Work request:
Below are entries; tally how many lines hold the string "wrist" and answer with only that figure.
********
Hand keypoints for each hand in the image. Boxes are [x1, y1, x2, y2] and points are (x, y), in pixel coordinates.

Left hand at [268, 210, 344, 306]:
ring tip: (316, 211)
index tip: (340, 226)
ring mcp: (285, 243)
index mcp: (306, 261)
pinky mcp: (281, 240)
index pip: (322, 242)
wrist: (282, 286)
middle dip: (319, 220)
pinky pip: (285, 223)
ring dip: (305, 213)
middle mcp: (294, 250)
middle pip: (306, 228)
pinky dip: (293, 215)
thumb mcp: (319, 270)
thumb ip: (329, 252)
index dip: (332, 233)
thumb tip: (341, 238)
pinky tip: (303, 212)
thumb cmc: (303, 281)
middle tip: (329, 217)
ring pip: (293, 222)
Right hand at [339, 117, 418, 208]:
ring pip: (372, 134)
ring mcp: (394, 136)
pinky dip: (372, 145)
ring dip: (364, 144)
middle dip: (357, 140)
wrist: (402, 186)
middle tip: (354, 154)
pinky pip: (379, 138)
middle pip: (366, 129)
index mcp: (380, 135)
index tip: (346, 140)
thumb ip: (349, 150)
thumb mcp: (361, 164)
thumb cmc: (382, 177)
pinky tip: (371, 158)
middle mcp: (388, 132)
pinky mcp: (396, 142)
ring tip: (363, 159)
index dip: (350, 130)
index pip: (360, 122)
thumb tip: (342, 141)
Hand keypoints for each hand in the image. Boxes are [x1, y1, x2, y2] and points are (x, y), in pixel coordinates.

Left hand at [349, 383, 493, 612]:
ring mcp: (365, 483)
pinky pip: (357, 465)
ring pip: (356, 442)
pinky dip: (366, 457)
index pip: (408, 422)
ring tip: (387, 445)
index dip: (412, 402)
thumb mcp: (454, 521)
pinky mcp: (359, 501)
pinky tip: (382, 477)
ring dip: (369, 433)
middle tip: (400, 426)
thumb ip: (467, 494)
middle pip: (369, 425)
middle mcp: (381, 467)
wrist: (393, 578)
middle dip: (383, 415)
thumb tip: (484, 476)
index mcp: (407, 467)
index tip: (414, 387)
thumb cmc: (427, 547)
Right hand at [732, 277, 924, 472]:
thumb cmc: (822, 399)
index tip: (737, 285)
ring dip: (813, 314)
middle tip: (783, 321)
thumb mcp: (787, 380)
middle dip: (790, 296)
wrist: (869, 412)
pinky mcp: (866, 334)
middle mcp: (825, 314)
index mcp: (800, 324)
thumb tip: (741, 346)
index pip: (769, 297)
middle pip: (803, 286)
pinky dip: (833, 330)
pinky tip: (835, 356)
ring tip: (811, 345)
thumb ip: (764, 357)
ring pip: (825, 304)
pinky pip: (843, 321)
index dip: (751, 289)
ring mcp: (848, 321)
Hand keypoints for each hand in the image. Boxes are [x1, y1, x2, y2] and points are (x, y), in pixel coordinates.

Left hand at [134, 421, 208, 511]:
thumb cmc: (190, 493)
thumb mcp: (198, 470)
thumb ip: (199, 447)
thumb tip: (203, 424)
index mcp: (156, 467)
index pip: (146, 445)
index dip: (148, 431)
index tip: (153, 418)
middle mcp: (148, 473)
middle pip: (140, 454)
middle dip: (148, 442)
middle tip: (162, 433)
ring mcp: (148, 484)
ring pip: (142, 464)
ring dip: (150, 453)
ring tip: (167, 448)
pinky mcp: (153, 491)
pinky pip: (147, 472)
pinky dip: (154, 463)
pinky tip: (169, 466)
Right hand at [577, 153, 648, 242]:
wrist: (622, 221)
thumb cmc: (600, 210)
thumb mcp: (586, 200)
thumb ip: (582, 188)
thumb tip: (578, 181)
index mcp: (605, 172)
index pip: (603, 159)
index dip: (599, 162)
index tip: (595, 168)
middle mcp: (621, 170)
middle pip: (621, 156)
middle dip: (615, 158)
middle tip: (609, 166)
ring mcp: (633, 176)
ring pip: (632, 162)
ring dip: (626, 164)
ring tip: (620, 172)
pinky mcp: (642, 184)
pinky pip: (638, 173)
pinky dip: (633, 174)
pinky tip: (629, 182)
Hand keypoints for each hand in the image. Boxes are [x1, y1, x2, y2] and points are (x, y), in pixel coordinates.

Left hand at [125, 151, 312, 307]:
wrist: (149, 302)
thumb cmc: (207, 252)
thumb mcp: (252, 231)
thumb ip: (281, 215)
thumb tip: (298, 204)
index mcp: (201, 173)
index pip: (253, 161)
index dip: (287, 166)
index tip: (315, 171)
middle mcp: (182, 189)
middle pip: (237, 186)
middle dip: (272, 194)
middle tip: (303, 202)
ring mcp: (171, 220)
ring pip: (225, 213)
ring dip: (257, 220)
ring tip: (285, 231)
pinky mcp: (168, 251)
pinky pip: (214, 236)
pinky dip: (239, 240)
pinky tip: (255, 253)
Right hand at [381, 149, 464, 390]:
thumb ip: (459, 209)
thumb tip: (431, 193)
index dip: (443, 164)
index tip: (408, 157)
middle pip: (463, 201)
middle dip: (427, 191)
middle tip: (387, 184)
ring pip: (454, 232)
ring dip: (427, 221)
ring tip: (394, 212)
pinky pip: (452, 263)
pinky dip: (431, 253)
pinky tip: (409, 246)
********
Problem solution:
6